(Saved entries)
○ ○ ○ ○ ○

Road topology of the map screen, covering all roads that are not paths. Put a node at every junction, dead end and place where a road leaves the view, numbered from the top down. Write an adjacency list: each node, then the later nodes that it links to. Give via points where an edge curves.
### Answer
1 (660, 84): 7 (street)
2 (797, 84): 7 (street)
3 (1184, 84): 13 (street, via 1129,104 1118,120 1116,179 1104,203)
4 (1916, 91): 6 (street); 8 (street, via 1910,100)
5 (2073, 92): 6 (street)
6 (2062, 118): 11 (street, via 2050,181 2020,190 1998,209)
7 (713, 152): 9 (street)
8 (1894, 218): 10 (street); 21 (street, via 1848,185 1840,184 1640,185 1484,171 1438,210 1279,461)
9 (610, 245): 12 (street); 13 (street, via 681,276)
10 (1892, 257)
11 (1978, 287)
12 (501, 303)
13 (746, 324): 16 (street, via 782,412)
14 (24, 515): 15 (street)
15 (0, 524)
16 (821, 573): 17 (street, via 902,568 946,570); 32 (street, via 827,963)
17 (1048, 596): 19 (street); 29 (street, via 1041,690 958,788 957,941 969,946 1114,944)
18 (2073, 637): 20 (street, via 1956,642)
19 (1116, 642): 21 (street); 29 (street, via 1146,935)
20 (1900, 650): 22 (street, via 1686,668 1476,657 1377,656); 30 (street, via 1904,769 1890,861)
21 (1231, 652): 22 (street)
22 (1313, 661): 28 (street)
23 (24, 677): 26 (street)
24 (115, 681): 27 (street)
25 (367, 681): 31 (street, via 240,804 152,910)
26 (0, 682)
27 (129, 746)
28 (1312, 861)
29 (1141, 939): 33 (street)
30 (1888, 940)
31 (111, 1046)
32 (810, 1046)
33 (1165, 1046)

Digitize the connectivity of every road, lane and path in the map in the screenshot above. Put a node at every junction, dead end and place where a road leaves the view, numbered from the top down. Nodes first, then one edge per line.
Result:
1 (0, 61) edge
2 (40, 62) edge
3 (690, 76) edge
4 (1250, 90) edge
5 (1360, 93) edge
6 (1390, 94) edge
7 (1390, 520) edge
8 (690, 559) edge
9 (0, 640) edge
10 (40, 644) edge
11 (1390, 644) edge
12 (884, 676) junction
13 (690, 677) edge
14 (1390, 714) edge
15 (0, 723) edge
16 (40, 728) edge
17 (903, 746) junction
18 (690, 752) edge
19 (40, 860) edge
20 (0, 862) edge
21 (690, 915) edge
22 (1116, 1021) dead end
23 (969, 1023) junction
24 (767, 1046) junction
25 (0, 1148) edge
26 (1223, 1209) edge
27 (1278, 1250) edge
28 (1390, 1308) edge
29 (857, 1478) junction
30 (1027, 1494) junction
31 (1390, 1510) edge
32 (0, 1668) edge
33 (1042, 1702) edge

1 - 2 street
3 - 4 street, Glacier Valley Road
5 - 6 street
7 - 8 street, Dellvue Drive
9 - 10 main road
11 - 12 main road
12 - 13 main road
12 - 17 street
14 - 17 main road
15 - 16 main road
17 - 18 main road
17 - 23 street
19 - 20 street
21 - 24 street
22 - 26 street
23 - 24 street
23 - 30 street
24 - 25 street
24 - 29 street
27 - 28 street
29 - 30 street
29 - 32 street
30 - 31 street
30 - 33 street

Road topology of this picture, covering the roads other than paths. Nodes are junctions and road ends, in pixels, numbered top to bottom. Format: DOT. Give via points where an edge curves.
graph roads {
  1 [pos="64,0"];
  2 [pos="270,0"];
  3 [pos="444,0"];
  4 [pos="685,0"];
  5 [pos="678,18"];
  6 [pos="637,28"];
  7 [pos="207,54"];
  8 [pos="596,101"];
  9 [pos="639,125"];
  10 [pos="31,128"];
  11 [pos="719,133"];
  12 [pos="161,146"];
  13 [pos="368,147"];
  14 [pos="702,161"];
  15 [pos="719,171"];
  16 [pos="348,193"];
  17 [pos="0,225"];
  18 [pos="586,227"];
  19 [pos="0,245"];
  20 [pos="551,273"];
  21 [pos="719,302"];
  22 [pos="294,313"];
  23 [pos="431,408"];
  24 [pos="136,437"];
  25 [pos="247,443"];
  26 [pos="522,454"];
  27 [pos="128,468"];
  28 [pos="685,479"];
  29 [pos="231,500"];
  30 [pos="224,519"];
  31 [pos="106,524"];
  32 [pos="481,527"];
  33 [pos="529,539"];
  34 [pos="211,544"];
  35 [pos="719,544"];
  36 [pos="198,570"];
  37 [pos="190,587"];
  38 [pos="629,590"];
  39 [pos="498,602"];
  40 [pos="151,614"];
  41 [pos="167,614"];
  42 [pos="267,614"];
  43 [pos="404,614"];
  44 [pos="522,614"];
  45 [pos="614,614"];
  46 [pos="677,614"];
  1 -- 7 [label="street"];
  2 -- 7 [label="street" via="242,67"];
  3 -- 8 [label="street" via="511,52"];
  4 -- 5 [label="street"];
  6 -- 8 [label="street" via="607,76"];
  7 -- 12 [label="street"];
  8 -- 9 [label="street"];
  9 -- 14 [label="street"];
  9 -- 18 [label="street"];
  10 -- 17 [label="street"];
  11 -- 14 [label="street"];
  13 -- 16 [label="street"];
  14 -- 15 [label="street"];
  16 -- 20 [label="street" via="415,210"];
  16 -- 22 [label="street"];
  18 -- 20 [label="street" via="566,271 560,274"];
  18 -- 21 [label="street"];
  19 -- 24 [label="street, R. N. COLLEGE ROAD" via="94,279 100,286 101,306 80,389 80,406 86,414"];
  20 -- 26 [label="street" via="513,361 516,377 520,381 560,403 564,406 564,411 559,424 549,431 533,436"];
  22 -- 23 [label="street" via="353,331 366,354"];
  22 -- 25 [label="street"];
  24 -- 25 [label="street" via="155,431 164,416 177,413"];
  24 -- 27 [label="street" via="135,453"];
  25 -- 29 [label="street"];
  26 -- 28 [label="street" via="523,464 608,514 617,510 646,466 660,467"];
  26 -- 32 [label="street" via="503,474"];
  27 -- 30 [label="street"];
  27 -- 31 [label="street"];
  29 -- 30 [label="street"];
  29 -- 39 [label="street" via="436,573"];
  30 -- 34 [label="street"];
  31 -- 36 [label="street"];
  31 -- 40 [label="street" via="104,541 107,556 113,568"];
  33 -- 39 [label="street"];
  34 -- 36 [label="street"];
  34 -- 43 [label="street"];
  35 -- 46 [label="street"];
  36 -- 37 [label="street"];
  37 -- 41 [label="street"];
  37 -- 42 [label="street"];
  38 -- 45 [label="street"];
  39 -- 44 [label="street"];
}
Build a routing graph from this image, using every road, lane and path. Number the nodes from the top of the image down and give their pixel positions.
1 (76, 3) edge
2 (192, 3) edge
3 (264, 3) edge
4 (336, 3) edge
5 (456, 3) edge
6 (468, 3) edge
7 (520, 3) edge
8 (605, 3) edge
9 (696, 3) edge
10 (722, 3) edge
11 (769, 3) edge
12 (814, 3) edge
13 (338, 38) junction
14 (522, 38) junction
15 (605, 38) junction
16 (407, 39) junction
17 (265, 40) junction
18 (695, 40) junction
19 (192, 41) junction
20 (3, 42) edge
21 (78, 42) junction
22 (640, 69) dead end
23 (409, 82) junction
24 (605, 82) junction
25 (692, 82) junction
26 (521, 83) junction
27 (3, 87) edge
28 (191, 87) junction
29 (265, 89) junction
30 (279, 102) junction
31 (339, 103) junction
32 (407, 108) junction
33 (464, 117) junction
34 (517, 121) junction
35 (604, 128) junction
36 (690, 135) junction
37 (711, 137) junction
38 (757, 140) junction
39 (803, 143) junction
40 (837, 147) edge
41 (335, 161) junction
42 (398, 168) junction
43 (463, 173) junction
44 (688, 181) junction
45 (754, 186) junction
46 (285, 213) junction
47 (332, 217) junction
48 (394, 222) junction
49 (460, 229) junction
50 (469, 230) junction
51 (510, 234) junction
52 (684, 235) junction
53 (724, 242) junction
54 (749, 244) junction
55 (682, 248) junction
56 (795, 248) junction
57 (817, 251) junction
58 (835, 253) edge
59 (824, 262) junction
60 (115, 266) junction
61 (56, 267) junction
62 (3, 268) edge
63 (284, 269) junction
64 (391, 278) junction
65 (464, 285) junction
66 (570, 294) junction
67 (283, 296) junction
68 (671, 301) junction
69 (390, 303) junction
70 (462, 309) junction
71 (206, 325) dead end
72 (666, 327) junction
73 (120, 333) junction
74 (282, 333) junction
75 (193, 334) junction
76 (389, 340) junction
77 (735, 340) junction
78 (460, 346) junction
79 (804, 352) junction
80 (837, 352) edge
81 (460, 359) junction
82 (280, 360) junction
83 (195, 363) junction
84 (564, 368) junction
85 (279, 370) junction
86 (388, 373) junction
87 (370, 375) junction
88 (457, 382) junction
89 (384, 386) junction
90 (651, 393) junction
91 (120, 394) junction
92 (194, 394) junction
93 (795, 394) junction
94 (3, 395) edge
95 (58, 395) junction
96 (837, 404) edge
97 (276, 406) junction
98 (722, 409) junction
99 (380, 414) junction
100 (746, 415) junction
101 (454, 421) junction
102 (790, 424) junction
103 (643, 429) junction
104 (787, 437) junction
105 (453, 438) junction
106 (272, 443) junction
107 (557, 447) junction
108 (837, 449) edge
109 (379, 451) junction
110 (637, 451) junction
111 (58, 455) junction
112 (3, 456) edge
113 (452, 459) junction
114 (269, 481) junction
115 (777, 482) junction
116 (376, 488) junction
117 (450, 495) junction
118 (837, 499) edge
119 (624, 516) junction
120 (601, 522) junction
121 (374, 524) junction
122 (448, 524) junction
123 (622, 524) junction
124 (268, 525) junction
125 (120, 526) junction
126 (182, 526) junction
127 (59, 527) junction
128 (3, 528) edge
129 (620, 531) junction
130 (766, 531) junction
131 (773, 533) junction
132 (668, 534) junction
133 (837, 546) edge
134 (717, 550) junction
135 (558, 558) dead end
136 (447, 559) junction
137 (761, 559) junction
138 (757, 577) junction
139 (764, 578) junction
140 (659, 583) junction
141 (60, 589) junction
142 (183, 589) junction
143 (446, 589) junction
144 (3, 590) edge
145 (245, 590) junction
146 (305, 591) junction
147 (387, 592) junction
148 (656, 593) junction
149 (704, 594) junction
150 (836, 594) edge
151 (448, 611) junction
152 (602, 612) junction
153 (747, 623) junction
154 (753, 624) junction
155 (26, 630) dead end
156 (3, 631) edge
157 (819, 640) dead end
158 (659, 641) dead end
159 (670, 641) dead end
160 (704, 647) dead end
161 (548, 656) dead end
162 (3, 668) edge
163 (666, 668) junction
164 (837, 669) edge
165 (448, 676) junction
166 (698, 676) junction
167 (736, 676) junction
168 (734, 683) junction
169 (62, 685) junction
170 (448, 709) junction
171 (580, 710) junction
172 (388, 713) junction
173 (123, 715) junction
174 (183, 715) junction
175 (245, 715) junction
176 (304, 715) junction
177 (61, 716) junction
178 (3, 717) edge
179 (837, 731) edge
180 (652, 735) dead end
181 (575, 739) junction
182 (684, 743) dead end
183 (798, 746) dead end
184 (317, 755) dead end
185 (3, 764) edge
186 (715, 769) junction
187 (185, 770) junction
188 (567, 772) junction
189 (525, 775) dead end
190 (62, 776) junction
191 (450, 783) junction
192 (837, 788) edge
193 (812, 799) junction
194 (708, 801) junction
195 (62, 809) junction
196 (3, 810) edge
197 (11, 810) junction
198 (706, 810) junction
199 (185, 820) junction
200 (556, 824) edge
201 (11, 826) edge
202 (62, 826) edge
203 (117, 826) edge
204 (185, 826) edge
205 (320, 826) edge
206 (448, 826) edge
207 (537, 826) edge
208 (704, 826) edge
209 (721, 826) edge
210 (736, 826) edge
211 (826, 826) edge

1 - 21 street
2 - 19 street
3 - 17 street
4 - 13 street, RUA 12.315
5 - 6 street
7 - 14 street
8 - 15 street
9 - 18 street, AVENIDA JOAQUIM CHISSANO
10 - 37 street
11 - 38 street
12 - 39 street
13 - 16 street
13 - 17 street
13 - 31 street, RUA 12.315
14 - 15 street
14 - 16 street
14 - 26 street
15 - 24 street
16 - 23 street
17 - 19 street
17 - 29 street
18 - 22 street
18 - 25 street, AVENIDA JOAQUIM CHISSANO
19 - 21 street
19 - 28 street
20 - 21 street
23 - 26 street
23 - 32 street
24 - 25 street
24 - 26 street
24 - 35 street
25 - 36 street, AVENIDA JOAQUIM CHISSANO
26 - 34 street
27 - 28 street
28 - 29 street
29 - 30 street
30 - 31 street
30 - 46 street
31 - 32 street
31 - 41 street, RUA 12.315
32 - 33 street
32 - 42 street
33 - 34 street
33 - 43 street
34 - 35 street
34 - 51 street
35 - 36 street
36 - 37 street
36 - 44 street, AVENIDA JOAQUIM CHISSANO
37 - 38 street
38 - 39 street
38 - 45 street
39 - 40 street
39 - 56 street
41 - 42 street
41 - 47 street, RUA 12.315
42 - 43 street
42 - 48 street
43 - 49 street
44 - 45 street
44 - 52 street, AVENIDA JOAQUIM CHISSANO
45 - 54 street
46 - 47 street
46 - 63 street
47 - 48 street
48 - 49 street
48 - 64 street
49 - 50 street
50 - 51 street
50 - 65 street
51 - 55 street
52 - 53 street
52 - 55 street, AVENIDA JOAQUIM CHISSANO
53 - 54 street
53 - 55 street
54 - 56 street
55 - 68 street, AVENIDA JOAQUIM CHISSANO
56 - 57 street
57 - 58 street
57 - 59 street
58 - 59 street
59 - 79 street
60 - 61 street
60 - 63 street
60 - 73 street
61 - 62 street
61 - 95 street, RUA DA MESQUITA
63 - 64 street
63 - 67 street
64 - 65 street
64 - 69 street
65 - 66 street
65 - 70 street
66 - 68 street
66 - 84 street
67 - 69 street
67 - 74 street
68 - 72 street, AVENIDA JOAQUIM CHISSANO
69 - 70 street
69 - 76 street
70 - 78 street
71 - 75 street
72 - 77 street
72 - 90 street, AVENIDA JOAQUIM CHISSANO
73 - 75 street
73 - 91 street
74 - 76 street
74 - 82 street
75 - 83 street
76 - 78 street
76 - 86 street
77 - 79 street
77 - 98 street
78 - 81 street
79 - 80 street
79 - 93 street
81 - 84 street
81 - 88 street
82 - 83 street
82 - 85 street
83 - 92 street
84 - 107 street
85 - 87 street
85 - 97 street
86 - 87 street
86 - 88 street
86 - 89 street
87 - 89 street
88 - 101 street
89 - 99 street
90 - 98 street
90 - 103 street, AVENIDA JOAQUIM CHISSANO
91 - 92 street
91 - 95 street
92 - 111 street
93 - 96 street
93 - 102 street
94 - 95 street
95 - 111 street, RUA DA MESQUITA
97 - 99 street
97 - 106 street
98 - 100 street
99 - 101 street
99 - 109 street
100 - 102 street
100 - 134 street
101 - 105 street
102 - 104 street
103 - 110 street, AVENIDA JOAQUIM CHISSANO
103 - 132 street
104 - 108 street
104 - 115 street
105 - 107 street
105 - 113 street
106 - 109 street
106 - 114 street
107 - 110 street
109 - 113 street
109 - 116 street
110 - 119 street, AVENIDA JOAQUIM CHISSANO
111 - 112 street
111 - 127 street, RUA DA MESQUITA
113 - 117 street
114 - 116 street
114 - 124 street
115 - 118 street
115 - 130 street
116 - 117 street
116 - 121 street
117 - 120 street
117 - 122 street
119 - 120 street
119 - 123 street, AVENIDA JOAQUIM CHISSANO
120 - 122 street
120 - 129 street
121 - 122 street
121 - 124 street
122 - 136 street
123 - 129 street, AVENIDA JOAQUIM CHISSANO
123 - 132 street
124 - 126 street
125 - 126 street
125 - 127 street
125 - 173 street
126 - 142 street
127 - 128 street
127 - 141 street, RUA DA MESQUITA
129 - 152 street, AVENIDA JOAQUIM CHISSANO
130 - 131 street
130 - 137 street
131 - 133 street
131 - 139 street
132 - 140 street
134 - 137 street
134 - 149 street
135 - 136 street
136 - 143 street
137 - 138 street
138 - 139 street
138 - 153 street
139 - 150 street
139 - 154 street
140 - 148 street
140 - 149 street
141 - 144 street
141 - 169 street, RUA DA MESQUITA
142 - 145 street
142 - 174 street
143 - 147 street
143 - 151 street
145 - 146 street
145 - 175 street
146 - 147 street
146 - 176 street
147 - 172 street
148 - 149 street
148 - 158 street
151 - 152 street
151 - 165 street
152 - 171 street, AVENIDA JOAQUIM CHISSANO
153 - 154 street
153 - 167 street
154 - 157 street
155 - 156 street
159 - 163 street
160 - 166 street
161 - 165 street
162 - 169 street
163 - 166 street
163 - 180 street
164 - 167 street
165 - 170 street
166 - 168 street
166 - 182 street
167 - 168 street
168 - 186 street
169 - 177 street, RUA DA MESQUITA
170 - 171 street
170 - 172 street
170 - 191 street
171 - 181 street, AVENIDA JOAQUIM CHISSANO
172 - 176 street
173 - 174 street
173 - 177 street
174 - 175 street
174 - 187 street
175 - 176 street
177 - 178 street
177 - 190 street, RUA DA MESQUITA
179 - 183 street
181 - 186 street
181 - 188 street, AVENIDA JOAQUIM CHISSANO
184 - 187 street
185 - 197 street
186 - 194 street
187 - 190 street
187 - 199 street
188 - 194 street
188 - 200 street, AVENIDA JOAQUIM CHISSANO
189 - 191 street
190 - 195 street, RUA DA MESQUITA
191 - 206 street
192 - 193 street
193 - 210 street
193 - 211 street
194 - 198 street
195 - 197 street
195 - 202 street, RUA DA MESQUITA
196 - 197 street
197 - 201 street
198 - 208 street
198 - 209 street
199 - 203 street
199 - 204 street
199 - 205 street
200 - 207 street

○ ○ ○ ○ ○

__WHAT YOU WILL DO__.
In the data above, repeat exactly each line from the first through the line that contains "Digitize the connectivity", and give nothing else.

__ANSWER FOR THIS EXERCISE__.
Road topology of the map screen, covering all roads that are not paths. Put a node at every junction, dead end and place where a road leaves the view, numbered from the top down. Write an adjacency list: each node, then the later nodes that it links to. Give via points where an edge curves.
### Answer
1 (660, 84): 7 (street)
2 (797, 84): 7 (street)
3 (1184, 84): 13 (street, via 1129,104 1118,120 1116,179 1104,203)
4 (1916, 91): 6 (street); 8 (street, via 1910,100)
5 (2073, 92): 6 (street)
6 (2062, 118): 11 (street, via 2050,181 2020,190 1998,209)
7 (713, 152): 9 (street)
8 (1894, 218): 10 (street); 21 (street, via 1848,185 1840,184 1640,185 1484,171 1438,210 1279,461)
9 (610, 245): 12 (street); 13 (street, via 681,276)
10 (1892, 257)
11 (1978, 287)
12 (501, 303)
13 (746, 324): 16 (street, via 782,412)
14 (24, 515): 15 (street)
15 (0, 524)
16 (821, 573): 17 (street, via 902,568 946,570); 32 (street, via 827,963)
17 (1048, 596): 19 (street); 29 (street, via 1041,690 958,788 957,941 969,946 1114,944)
18 (2073, 637): 20 (street, via 1956,642)
19 (1116, 642): 21 (street); 29 (street, via 1146,935)
20 (1900, 650): 22 (street, via 1686,668 1476,657 1377,656); 30 (street, via 1904,769 1890,861)
21 (1231, 652): 22 (street)
22 (1313, 661): 28 (street)
23 (24, 677): 26 (street)
24 (115, 681): 27 (street)
25 (367, 681): 31 (street, via 240,804 152,910)
26 (0, 682)
27 (129, 746)
28 (1312, 861)
29 (1141, 939): 33 (street)
30 (1888, 940)
31 (111, 1046)
32 (810, 1046)
33 (1165, 1046)

Digitize the connectivity of every road, lane and path in the map in the screenshot above. Put a node at every junction, dead end and place where a road leaves the view, numbered from the top down. Nodes first, then one edge per line.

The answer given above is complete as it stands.